Il serait temps que l’on reconnaisse que les travailleurs du sexe existent, qu’ils sont des acteurs légitimes dans les débats sur la question du travail sexuel et sur toutes les questions liées au sida ou aux luttes LGBT, car nous connaissons notre communauté jusque dans son intimité. Les travailleurs du sexe peuvent être des acteurs de prévention en pratique et non juste en théorie, et notre organisation politique pourrait en fait apporter plus à la lutte s’il n’y avait pas soit une gêne pour la réputation de l’organisation, soit la considération méprisante que les travailleurs du sexe n’ont pas la capacité de faire autre chose que de « vendre leur corps ».

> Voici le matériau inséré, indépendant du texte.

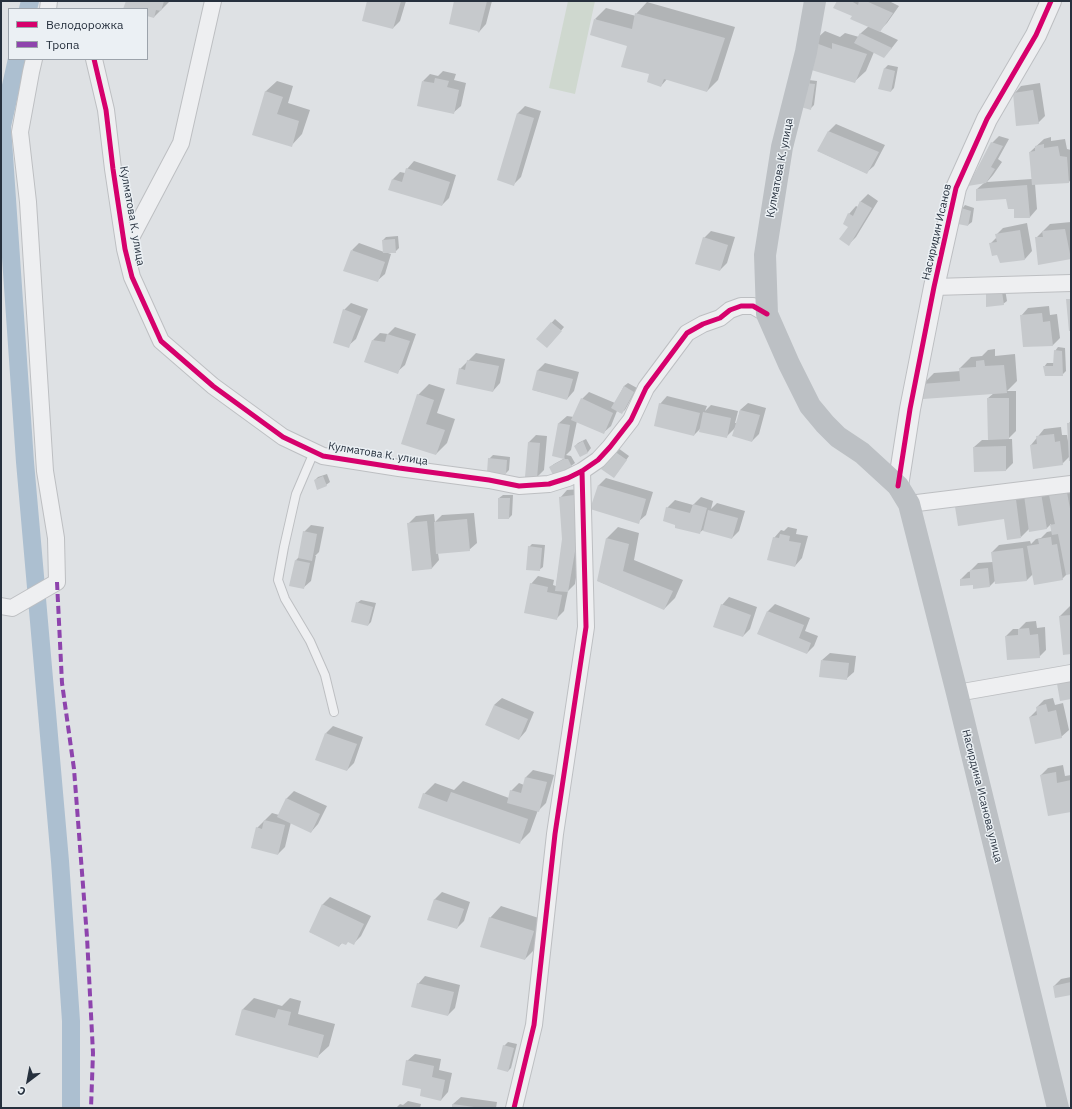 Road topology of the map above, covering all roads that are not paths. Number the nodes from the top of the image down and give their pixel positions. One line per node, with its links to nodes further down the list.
1 (213, 1): 6 (street)
2 (816, 1): 9 (main road, Кулматова К. улица)
3 (1051, 1): 8 (street, Насиридин Исанов)
4 (34, 60): 14 (street)
5 (94, 60): 6 (street, Кулматова К. улица)
6 (125, 249): 10 (street, Кулматова К. улица)
7 (1071, 283): 8 (street)
8 (934, 287): 13 (street, Насиридин Исанов)
9 (767, 314): 11 (street, Кулматова К. улица); 13 (main road, Кулматова К. улица)
10 (314, 452): 11 (street, Кулматова К. улица); 17 (lane)
11 (582, 471): 18 (street)
12 (1071, 484): 13 (street)
13 (903, 495): 16 (main road, Насирдина Исанова улица)
14 (7, 607)
15 (1071, 674): 16 (street)
16 (957, 693): 19 (main road, Насирдина Исанова улица)
17 (334, 712)
18 (514, 1108)
19 (1058, 1108)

Il faudrait que la communauté se rappelle de toutes les fois où un homme politique homophobe s’est fait outer grâce à un travailleur du sexe qui ne supportait plus l’hypocrisie et le pouvoir de nuisance de son client, ou encore du rôle des tapins de rue, trans’ en particulier, qui ont été à l’initiative des révoltes du Campton’s Cafeteria en 1966 ou de Stonewall en 1969. Tout le monde utilise nos services ou se branle sur nos films, ce serait bien d’être à nos côtés quand nous sommes ceux qui ont le moins profité de la libération homosexuelle.
 
Nous faisons partie de la communauté, même si minoritaires dans la minorité.

Thierry Schaffauser
Ecrit par post-Ô-porno, le Vendredi 22 Octobre 2010, 01:27 dans la rubrique "Prostitution".